EXERCISE PROMPT: Restate the listing in full, keeping every word as it is.

EXCERPTED DATA:
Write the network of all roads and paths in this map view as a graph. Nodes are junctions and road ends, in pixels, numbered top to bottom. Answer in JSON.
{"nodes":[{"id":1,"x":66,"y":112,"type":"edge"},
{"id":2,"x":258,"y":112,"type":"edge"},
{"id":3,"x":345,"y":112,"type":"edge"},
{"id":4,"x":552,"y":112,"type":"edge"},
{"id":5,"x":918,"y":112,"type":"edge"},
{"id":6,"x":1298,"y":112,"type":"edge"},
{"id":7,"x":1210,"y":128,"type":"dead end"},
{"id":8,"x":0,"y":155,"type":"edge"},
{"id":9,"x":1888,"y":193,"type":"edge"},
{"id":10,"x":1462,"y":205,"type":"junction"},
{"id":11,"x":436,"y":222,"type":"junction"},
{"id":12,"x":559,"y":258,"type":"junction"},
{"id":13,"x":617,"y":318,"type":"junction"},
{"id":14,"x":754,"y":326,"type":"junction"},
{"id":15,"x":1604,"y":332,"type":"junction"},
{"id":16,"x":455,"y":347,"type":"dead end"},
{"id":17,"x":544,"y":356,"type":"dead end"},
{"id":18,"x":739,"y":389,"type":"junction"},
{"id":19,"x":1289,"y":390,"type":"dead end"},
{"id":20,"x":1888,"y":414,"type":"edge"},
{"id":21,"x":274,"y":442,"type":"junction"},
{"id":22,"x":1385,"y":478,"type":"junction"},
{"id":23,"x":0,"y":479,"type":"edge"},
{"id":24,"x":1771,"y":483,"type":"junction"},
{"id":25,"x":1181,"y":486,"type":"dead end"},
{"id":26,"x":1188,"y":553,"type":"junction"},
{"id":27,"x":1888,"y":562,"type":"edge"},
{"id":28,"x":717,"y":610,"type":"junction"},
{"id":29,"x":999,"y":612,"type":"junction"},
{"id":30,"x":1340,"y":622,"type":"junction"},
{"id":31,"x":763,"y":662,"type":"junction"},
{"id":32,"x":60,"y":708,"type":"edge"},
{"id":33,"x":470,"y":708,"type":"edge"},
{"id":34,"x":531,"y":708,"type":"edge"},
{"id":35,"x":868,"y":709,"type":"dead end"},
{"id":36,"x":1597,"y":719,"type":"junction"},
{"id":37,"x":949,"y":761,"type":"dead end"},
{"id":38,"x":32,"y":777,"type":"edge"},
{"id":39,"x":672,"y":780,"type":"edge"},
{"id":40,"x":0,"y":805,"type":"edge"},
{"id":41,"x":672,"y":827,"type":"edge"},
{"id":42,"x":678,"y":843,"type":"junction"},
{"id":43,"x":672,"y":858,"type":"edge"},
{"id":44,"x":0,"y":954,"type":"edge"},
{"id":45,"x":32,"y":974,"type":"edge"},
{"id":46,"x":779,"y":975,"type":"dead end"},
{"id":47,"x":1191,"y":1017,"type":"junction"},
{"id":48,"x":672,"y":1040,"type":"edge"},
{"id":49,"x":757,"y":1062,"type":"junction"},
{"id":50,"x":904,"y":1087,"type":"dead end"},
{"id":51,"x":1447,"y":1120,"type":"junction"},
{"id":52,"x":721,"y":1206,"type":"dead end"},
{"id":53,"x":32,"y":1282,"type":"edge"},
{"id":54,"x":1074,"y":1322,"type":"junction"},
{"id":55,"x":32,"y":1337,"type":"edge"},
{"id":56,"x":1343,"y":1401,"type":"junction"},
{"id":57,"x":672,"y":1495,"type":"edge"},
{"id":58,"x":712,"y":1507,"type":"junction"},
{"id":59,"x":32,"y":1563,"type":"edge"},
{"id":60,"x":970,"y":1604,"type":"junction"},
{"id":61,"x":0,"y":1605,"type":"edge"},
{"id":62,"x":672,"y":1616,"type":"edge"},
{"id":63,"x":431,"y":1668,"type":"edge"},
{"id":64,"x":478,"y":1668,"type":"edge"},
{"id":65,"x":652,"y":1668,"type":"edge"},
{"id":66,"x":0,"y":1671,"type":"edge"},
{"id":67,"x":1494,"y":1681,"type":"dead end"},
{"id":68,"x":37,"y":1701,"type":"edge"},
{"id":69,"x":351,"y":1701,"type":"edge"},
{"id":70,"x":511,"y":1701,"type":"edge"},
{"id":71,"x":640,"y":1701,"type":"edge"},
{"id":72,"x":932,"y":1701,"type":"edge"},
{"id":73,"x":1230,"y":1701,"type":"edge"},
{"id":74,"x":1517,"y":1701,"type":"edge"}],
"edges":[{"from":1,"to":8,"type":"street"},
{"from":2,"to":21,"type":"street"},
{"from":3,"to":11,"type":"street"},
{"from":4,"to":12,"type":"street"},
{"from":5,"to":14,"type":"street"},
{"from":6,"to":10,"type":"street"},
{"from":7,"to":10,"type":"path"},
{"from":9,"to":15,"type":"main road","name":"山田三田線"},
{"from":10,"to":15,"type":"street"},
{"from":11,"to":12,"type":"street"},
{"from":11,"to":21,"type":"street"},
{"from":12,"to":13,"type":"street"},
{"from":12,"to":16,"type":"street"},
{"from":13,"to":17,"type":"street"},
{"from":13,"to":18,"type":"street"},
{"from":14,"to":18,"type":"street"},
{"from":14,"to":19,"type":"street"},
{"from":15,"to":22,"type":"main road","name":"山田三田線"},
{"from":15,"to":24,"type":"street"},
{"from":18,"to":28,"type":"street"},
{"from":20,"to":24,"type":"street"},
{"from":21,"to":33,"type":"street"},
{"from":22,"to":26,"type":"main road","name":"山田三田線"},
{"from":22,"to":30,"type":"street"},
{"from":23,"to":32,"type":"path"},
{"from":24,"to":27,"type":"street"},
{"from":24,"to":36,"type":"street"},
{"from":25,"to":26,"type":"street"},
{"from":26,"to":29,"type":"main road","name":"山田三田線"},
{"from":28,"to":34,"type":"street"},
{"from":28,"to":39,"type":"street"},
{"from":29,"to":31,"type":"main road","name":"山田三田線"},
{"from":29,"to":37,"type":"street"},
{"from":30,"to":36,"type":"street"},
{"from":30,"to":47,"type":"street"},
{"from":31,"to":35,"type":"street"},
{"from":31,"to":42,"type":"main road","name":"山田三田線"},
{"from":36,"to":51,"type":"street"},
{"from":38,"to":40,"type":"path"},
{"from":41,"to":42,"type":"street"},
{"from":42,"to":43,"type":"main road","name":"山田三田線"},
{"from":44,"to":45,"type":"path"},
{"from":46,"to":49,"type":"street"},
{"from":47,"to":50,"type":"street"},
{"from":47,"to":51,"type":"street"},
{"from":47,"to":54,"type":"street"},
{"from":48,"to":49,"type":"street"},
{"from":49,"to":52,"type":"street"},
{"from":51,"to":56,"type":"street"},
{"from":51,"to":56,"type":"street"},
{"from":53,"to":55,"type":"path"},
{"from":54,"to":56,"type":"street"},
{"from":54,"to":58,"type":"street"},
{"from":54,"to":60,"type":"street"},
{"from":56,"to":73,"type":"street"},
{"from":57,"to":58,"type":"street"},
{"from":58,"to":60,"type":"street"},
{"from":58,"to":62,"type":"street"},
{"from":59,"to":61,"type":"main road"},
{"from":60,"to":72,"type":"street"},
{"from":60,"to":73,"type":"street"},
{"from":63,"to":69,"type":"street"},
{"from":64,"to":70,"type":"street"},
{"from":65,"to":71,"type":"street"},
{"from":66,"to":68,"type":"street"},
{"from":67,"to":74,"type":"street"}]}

RESPONSE TO THE TASK:
Write the network of all roads and paths in this map view as a graph. Nodes are junctions and road ends, in pixels, numbered top to bottom. Answer in JSON.
{"nodes":[{"id":1,"x":66,"y":112,"type":"edge"},
{"id":2,"x":258,"y":112,"type":"edge"},
{"id":3,"x":345,"y":112,"type":"edge"},
{"id":4,"x":552,"y":112,"type":"edge"},
{"id":5,"x":918,"y":112,"type":"edge"},
{"id":6,"x":1298,"y":112,"type":"edge"},
{"id":7,"x":1210,"y":128,"type":"dead end"},
{"id":8,"x":0,"y":155,"type":"edge"},
{"id":9,"x":1888,"y":193,"type":"edge"},
{"id":10,"x":1462,"y":205,"type":"junction"},
{"id":11,"x":436,"y":222,"type":"junction"},
{"id":12,"x":559,"y":258,"type":"junction"},
{"id":13,"x":617,"y":318,"type":"junction"},
{"id":14,"x":754,"y":326,"type":"junction"},
{"id":15,"x":1604,"y":332,"type":"junction"},
{"id":16,"x":455,"y":347,"type":"dead end"},
{"id":17,"x":544,"y":356,"type":"dead end"},
{"id":18,"x":739,"y":389,"type":"junction"},
{"id":19,"x":1289,"y":390,"type":"dead end"},
{"id":20,"x":1888,"y":414,"type":"edge"},
{"id":21,"x":274,"y":442,"type":"junction"},
{"id":22,"x":1385,"y":478,"type":"junction"},
{"id":23,"x":0,"y":479,"type":"edge"},
{"id":24,"x":1771,"y":483,"type":"junction"},
{"id":25,"x":1181,"y":486,"type":"dead end"},
{"id":26,"x":1188,"y":553,"type":"junction"},
{"id":27,"x":1888,"y":562,"type":"edge"},
{"id":28,"x":717,"y":610,"type":"junction"},
{"id":29,"x":999,"y":612,"type":"junction"},
{"id":30,"x":1340,"y":622,"type":"junction"},
{"id":31,"x":763,"y":662,"type":"junction"},
{"id":32,"x":60,"y":708,"type":"edge"},
{"id":33,"x":470,"y":708,"type":"edge"},
{"id":34,"x":531,"y":708,"type":"edge"},
{"id":35,"x":868,"y":709,"type":"dead end"},
{"id":36,"x":1597,"y":719,"type":"junction"},
{"id":37,"x":949,"y":761,"type":"dead end"},
{"id":38,"x":32,"y":777,"type":"edge"},
{"id":39,"x":672,"y":780,"type":"edge"},
{"id":40,"x":0,"y":805,"type":"edge"},
{"id":41,"x":672,"y":827,"type":"edge"},
{"id":42,"x":678,"y":843,"type":"junction"},
{"id":43,"x":672,"y":858,"type":"edge"},
{"id":44,"x":0,"y":954,"type":"edge"},
{"id":45,"x":32,"y":974,"type":"edge"},
{"id":46,"x":779,"y":975,"type":"dead end"},
{"id":47,"x":1191,"y":1017,"type":"junction"},
{"id":48,"x":672,"y":1040,"type":"edge"},
{"id":49,"x":757,"y":1062,"type":"junction"},
{"id":50,"x":904,"y":1087,"type":"dead end"},
{"id":51,"x":1447,"y":1120,"type":"junction"},
{"id":52,"x":721,"y":1206,"type":"dead end"},
{"id":53,"x":32,"y":1282,"type":"edge"},
{"id":54,"x":1074,"y":1322,"type":"junction"},
{"id":55,"x":32,"y":1337,"type":"edge"},
{"id":56,"x":1343,"y":1401,"type":"junction"},
{"id":57,"x":672,"y":1495,"type":"edge"},
{"id":58,"x":712,"y":1507,"type":"junction"},
{"id":59,"x":32,"y":1563,"type":"edge"},
{"id":60,"x":970,"y":1604,"type":"junction"},
{"id":61,"x":0,"y":1605,"type":"edge"},
{"id":62,"x":672,"y":1616,"type":"edge"},
{"id":63,"x":431,"y":1668,"type":"edge"},
{"id":64,"x":478,"y":1668,"type":"edge"},
{"id":65,"x":652,"y":1668,"type":"edge"},
{"id":66,"x":0,"y":1671,"type":"edge"},
{"id":67,"x":1494,"y":1681,"type":"dead end"},
{"id":68,"x":37,"y":1701,"type":"edge"},
{"id":69,"x":351,"y":1701,"type":"edge"},
{"id":70,"x":511,"y":1701,"type":"edge"},
{"id":71,"x":640,"y":1701,"type":"edge"},
{"id":72,"x":932,"y":1701,"type":"edge"},
{"id":73,"x":1230,"y":1701,"type":"edge"},
{"id":74,"x":1517,"y":1701,"type":"edge"}],
"edges":[{"from":1,"to":8,"type":"street"},
{"from":2,"to":21,"type":"street"},
{"from":3,"to":11,"type":"street"},
{"from":4,"to":12,"type":"street"},
{"from":5,"to":14,"type":"street"},
{"from":6,"to":10,"type":"street"},
{"from":7,"to":10,"type":"path"},
{"from":9,"to":15,"type":"main road","name":"山田三田線"},
{"from":10,"to":15,"type":"street"},
{"from":11,"to":12,"type":"street"},
{"from":11,"to":21,"type":"street"},
{"from":12,"to":13,"type":"street"},
{"from":12,"to":16,"type":"street"},
{"from":13,"to":17,"type":"street"},
{"from":13,"to":18,"type":"street"},
{"from":14,"to":18,"type":"street"},
{"from":14,"to":19,"type":"street"},
{"from":15,"to":22,"type":"main road","name":"山田三田線"},
{"from":15,"to":24,"type":"street"},
{"from":18,"to":28,"type":"street"},
{"from":20,"to":24,"type":"street"},
{"from":21,"to":33,"type":"street"},
{"from":22,"to":26,"type":"main road","name":"山田三田線"},
{"from":22,"to":30,"type":"street"},
{"from":23,"to":32,"type":"path"},
{"from":24,"to":27,"type":"street"},
{"from":24,"to":36,"type":"street"},
{"from":25,"to":26,"type":"street"},
{"from":26,"to":29,"type":"main road","name":"山田三田線"},
{"from":28,"to":34,"type":"street"},
{"from":28,"to":39,"type":"street"},
{"from":29,"to":31,"type":"main road","name":"山田三田線"},
{"from":29,"to":37,"type":"street"},
{"from":30,"to":36,"type":"street"},
{"from":30,"to":47,"type":"street"},
{"from":31,"to":35,"type":"street"},
{"from":31,"to":42,"type":"main road","name":"山田三田線"},
{"from":36,"to":51,"type":"street"},
{"from":38,"to":40,"type":"path"},
{"from":41,"to":42,"type":"street"},
{"from":42,"to":43,"type":"main road","name":"山田三田線"},
{"from":44,"to":45,"type":"path"},
{"from":46,"to":49,"type":"street"},
{"from":47,"to":50,"type":"street"},
{"from":47,"to":51,"type":"street"},
{"from":47,"to":54,"type":"street"},
{"from":48,"to":49,"type":"street"},
{"from":49,"to":52,"type":"street"},
{"from":51,"to":56,"type":"street"},
{"from":51,"to":56,"type":"street"},
{"from":53,"to":55,"type":"path"},
{"from":54,"to":56,"type":"street"},
{"from":54,"to":58,"type":"street"},
{"from":54,"to":60,"type":"street"},
{"from":56,"to":73,"type":"street"},
{"from":57,"to":58,"type":"street"},
{"from":58,"to":60,"type":"street"},
{"from":58,"to":62,"type":"street"},
{"from":59,"to":61,"type":"main road"},
{"from":60,"to":72,"type":"street"},
{"from":60,"to":73,"type":"street"},
{"from":63,"to":69,"type":"street"},
{"from":64,"to":70,"type":"street"},
{"from":65,"to":71,"type":"street"},
{"from":66,"to":68,"type":"street"},
{"from":67,"to":74,"type":"street"}]}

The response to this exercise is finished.